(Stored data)
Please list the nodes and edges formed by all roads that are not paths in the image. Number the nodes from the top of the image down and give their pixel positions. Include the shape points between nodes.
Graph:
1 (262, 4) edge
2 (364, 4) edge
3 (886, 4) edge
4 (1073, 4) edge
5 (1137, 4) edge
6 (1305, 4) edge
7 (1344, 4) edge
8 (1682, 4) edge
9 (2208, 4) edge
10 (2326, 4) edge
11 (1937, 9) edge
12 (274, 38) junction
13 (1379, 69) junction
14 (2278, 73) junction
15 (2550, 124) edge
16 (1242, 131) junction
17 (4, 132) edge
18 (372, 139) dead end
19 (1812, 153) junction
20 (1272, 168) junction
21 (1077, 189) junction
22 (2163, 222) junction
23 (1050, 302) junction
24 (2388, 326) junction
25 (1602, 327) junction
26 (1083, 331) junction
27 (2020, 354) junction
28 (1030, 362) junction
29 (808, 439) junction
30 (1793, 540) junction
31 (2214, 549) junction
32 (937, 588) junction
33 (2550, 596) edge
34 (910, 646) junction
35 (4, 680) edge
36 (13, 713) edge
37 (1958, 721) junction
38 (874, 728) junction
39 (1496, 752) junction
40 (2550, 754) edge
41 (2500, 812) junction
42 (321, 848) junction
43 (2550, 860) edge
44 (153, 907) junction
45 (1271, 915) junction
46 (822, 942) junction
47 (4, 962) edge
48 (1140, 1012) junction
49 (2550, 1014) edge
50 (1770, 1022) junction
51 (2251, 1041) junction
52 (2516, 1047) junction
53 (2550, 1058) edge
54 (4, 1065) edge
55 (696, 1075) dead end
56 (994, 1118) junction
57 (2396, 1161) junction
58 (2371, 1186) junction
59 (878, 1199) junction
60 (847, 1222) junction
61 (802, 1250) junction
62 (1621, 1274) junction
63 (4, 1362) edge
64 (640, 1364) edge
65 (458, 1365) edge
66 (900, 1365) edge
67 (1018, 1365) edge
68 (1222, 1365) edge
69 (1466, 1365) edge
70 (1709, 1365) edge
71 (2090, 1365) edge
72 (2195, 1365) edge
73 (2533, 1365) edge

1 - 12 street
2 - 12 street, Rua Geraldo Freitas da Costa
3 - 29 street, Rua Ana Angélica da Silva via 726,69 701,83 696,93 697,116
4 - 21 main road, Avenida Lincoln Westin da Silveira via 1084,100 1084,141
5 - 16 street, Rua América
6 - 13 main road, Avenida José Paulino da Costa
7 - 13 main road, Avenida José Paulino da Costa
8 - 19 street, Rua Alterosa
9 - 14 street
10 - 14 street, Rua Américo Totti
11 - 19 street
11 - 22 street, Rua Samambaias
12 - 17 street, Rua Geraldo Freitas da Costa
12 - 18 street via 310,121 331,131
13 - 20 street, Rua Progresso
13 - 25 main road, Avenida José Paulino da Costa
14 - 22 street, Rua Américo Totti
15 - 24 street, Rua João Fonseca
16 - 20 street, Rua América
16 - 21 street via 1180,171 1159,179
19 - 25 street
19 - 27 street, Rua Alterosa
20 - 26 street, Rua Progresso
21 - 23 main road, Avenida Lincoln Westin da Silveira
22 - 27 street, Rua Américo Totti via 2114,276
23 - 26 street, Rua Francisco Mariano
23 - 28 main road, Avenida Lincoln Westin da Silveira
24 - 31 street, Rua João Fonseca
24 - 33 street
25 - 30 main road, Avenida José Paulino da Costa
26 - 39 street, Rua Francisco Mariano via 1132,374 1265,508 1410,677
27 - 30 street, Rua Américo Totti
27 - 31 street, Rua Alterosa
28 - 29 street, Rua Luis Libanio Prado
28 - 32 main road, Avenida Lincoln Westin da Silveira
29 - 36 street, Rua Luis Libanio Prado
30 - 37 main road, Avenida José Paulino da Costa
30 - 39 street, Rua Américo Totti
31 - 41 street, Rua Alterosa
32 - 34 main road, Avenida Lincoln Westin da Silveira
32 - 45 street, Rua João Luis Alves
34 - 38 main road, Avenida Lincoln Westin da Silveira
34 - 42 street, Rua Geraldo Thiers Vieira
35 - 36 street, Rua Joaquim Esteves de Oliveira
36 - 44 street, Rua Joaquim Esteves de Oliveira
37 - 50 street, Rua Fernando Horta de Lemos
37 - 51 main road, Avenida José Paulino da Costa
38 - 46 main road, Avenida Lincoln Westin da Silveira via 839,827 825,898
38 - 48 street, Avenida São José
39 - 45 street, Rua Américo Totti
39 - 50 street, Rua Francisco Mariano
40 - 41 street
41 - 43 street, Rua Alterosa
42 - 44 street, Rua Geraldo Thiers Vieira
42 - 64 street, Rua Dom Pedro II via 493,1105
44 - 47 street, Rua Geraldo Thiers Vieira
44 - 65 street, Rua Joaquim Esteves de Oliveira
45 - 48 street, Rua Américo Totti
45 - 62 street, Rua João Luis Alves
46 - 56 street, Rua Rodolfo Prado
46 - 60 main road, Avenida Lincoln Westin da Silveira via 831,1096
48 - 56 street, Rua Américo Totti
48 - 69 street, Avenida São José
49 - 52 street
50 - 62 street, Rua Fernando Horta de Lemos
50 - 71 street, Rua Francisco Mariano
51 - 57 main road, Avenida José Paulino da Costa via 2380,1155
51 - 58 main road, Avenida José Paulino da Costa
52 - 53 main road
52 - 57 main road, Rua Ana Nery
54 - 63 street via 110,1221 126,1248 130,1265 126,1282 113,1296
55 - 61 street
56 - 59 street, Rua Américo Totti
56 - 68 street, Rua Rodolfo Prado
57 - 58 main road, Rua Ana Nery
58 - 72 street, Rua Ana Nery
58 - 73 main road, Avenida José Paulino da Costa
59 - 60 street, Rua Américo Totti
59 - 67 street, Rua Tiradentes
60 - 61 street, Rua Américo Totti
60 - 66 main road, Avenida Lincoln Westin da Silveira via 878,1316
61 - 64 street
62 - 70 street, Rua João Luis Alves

WORK ITEM -
Going line by line through the entries above, count each line that has the word "Luis", then state the count alone.

OUTPUT OF THE EXERCISE -
5